The number of components in the vector $\mathbf{v}$ does not affect the fact that $c \, \mathbf{v}$ for every value of $c$ fills $\mathbb{R}$ . If $\mathbf{v}$ has one dimension, a number, then $c \, \mathbf{v}$ for every value of $c$ would fill a single line. This is the number line we are all familiar with. If $\mathbf{v}$ has two dimension then we need two axis to plot the line it fills, as we saw in the example above. If $\mathbf{v}$ has three dimensions, we would need three axis to plot the line, but $c \, \mathbf{v}$ for every value of $c$ will still fill a single line.

All combinations of $c \,\mathbf{v} + d \, \mathbf{w}$ fill a plane

A linear combination of two vectors and two scalars will fill a plane, $\mathbb{R^2}$ . We have shown that $c \, \mathbf{v}$ for every value of $c$ will fill a line. If we take the linear combination of a different vector, $\mathbf{w}$ , and scalar, $d$ , then $d \, \mathbf{w}$ for every value of $d$ will also fill a line.

Think of these two lines created by $c \, \mathbf{v}$ and $d \, \mathbf{w}$ as the two axis of a graph. specifying values on either one only allows us to move along that axis. But if we specify values on both at once, we can specify a point anywhere in that two dimensional space. If we take every value of $c$ and $d$ , it will fill that two-dimensional plane.

Linear combinations of more vectors

If all linear combinations of a single vector fill a one-dimensional line, and all linear combinations of two vectors fill a two-dimensional plane, it is not a big leap to say that all linear combinations of three vectors will fill a three-dimensional space, $\mathbb{R^3}$ . Think of the third vector as the third axis of a graph.

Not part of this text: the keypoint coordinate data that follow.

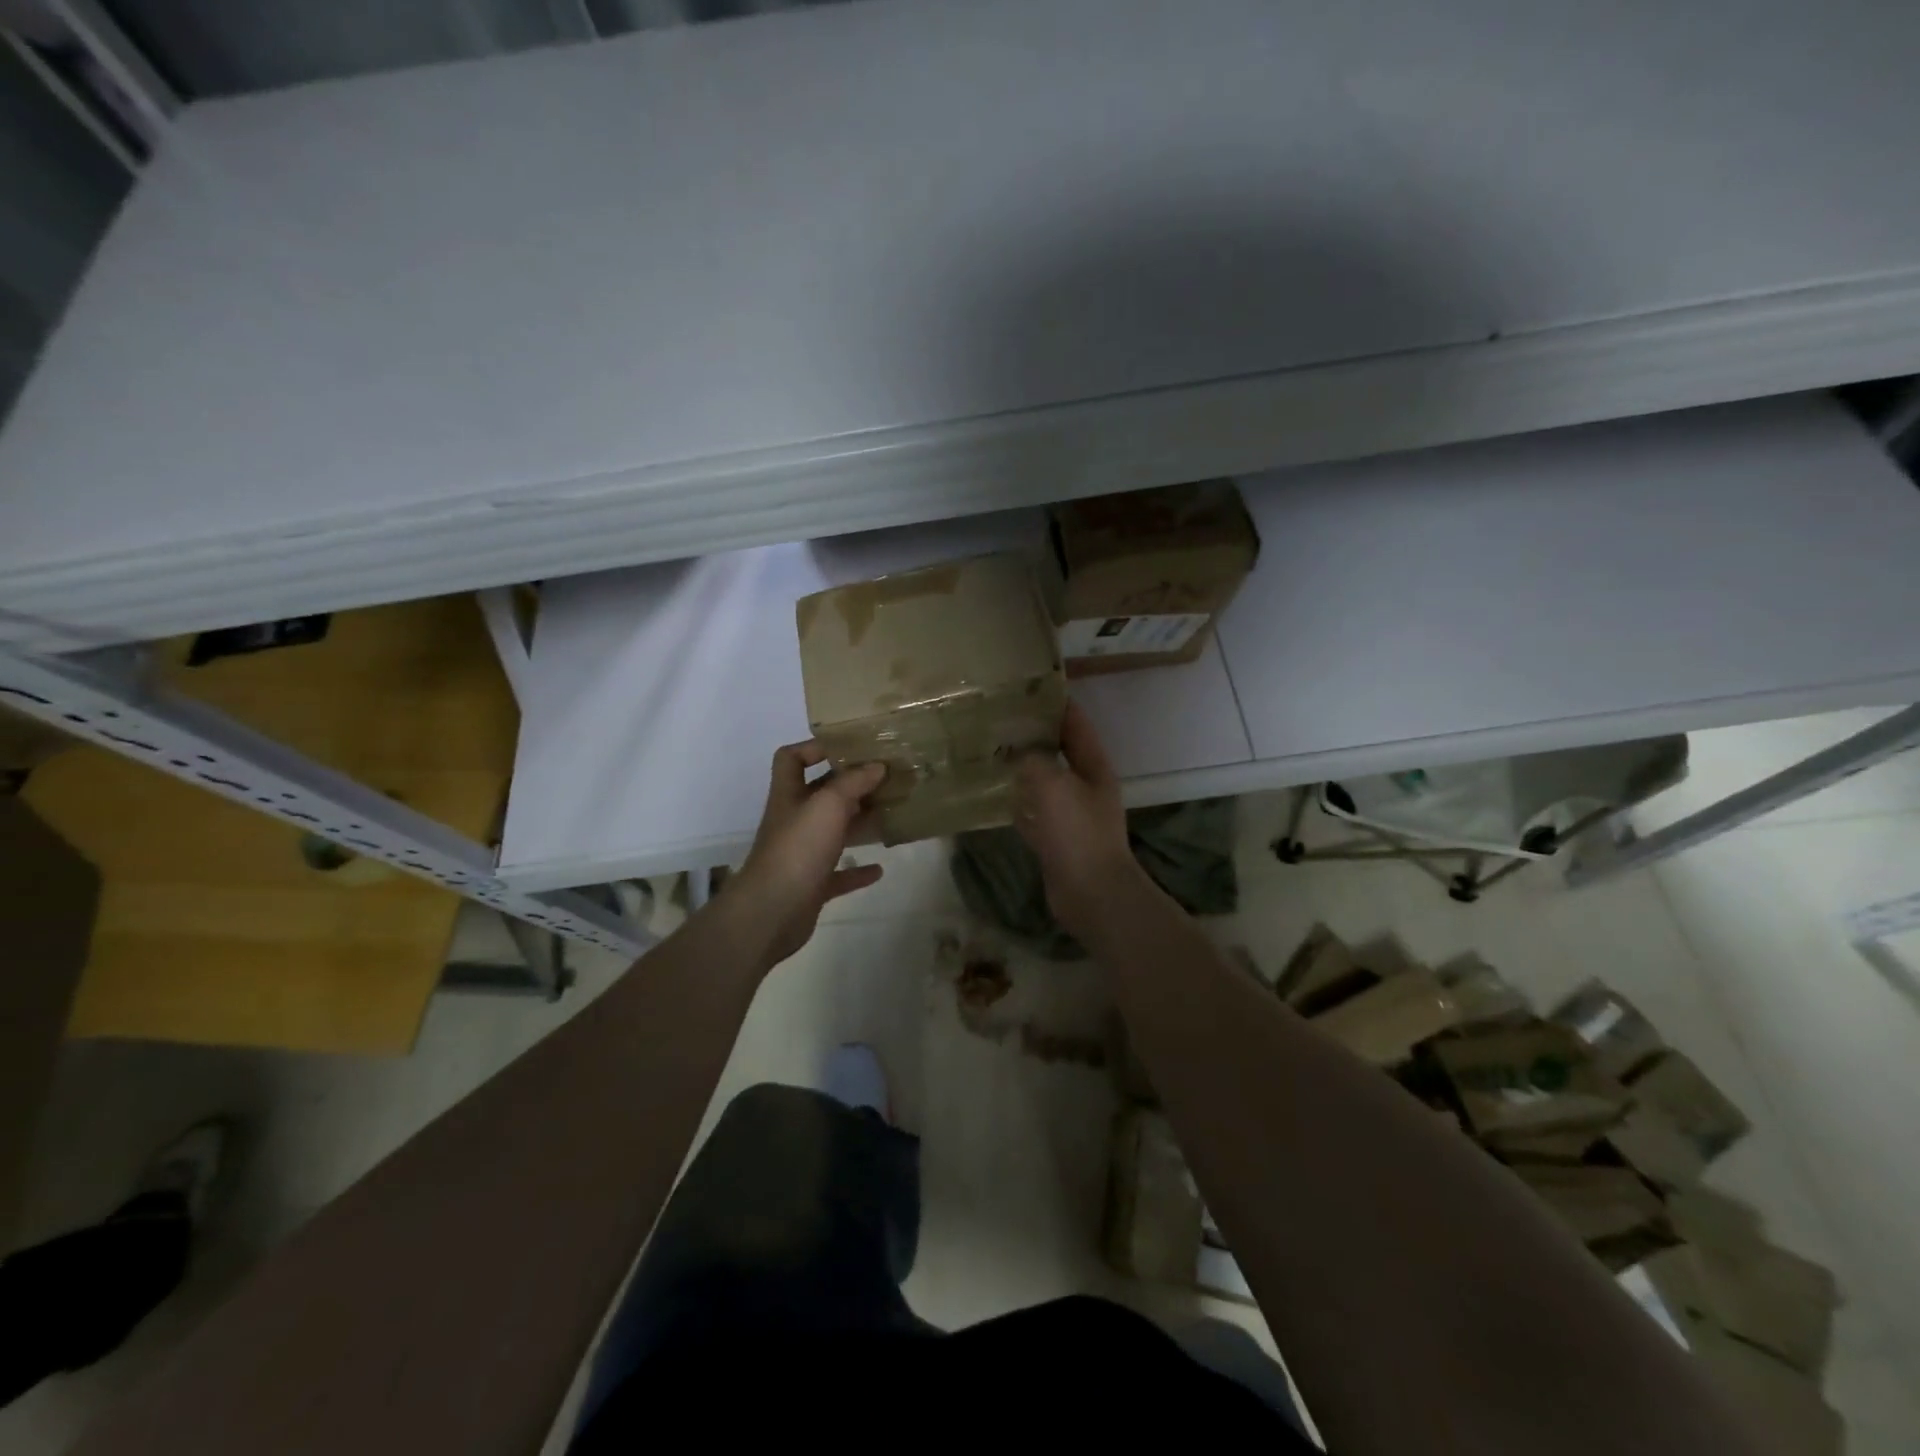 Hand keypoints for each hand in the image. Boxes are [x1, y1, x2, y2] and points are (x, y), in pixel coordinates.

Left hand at [728, 741, 886, 966]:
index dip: (814, 747)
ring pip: (834, 832)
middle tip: (886, 780)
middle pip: (821, 794)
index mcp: (790, 795)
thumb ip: (853, 782)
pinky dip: (858, 869)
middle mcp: (794, 820)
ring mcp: (802, 854)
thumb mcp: (828, 804)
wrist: (772, 911)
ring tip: (891, 815)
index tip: (848, 747)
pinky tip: (879, 868)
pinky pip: (839, 873)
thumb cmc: (798, 848)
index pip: (791, 758)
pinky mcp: (812, 885)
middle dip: (851, 786)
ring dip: (859, 823)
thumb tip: (877, 766)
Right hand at [1014, 702, 1148, 941]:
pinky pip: (1031, 812)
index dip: (1055, 703)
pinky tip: (990, 794)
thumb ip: (1033, 760)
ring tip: (988, 750)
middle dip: (1032, 735)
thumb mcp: (1053, 785)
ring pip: (1041, 781)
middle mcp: (1084, 786)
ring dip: (1020, 768)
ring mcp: (1069, 814)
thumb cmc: (1077, 832)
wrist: (1091, 893)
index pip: (1075, 723)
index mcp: (1093, 766)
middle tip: (997, 718)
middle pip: (1058, 751)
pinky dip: (1013, 802)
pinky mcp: (1054, 839)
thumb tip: (1016, 750)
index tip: (1027, 686)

Consider all linear combinations of $c \,\mathbf{v} + d \, \mathbf{w} + e \, \mathbf{x}$ : All the linear combinations of $c \,\mathbf{v}$ contain every point on one axis. All linear combinations of $d \, \mathbf{w}$ contain every point on the second axis. All linear combinations of $e \, \mathbf{x}$ contain every point on the third axis. Combining all three will contain every point in that three dimensional space.

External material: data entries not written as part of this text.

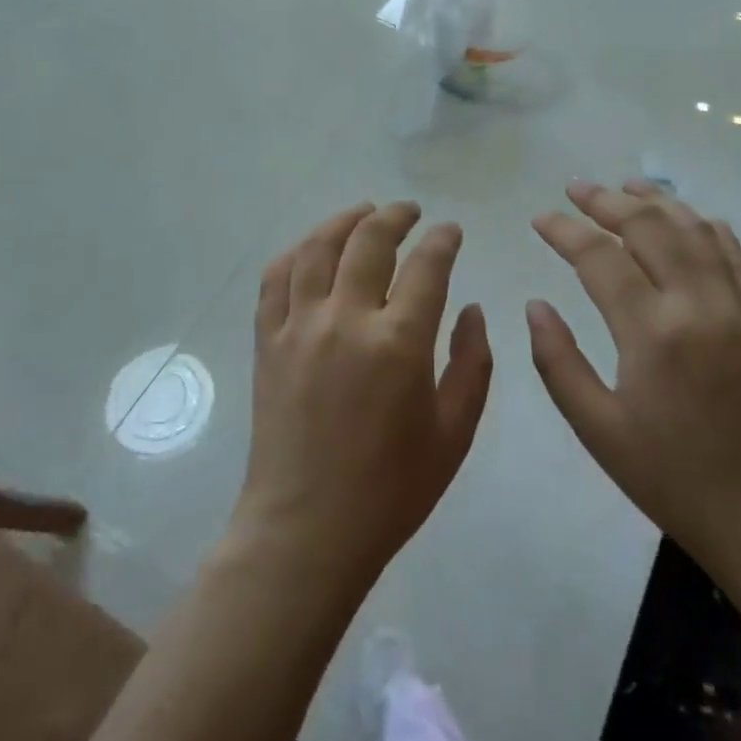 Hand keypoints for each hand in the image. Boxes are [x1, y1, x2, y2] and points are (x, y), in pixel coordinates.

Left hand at [234, 202, 492, 593]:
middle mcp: (346, 319)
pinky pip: (275, 280)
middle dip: (396, 216)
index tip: (451, 231)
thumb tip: (473, 309)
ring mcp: (299, 327)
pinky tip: (310, 249)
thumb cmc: (391, 490)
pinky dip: (295, 253)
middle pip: (369, 240)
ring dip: (343, 221)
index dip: (443, 240)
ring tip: (363, 213)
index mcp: (399, 342)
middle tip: (410, 211)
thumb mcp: (454, 433)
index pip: (427, 266)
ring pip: (316, 248)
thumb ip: (472, 364)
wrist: (307, 529)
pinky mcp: (267, 342)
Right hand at [527, 180, 740, 580]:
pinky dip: (705, 226)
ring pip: (695, 231)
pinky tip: (688, 217)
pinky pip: (733, 255)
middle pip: (651, 227)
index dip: (565, 231)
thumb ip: (557, 361)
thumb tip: (536, 306)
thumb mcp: (597, 429)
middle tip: (576, 188)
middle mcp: (697, 305)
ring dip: (658, 201)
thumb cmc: (672, 478)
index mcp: (652, 333)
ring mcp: (736, 309)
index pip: (600, 258)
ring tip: (626, 184)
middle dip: (608, 200)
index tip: (540, 218) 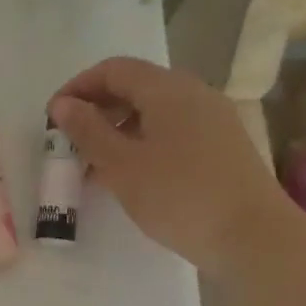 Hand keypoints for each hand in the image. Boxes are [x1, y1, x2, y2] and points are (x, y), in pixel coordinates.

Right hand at [48, 57, 292, 273]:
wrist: (253, 236)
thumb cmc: (179, 196)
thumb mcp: (122, 165)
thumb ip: (88, 131)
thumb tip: (63, 104)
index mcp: (168, 89)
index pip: (114, 70)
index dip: (78, 87)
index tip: (52, 118)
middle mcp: (193, 93)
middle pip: (135, 87)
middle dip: (97, 110)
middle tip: (69, 143)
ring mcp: (213, 119)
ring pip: (154, 112)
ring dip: (118, 130)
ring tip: (93, 165)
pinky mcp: (221, 146)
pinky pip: (172, 131)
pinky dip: (142, 143)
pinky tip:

This logic continues for linear combinations of as many vectors as you have. All linear combinations of four vectors will fill four dimensional space, $\mathbb{R^4}$ , all linear combinations of five vectors will fill five dimensional space, $\mathbb{R^5}$ , and so on. (But good luck trying to picture those!)

Exceptions to the rule

If any of the vectors you are add together are in the same plane as each other, their linear combinations will not behave as expected. If you are adding the linear combinations of two vectors, and those two vectors are parallel, combinations of the two vectors do not create a two-dimensional space. If you consider the linear combinations of three vectors, if the third vector sits in the two dimensional plane created by the first two, it will not add a third dimension. When thinking about how many dimensions the linear combinations of vectors fills, it is important to consider if any of them are in the same plane.

Problems

If you can solve these problems you have understood scalar multiplication and linear combinations of vectors.

Calculate the scalar multiplication $c \,\mathbf{v}$ , if:

c = 3, \quad \mathbf{v} = \begin{bmatrix} 2 \\ 5 \\ 1 \end{bmatrix}

Calculate the linear combination $c \,\mathbf{v} + d \, \mathbf{w}$ , if:

d = 2, \quad \mathbf{w} = \begin{bmatrix} 1 \\ 3 \\ 9 \end{bmatrix}

Will all linear combinations of $c \,\mathbf{v} + d \, \mathbf{w}$ fill a line, plane or space?

Solutions

To multiply a vector by a scalar, multiply each component of the vector by the scalar, creating a new vector with the same number of components.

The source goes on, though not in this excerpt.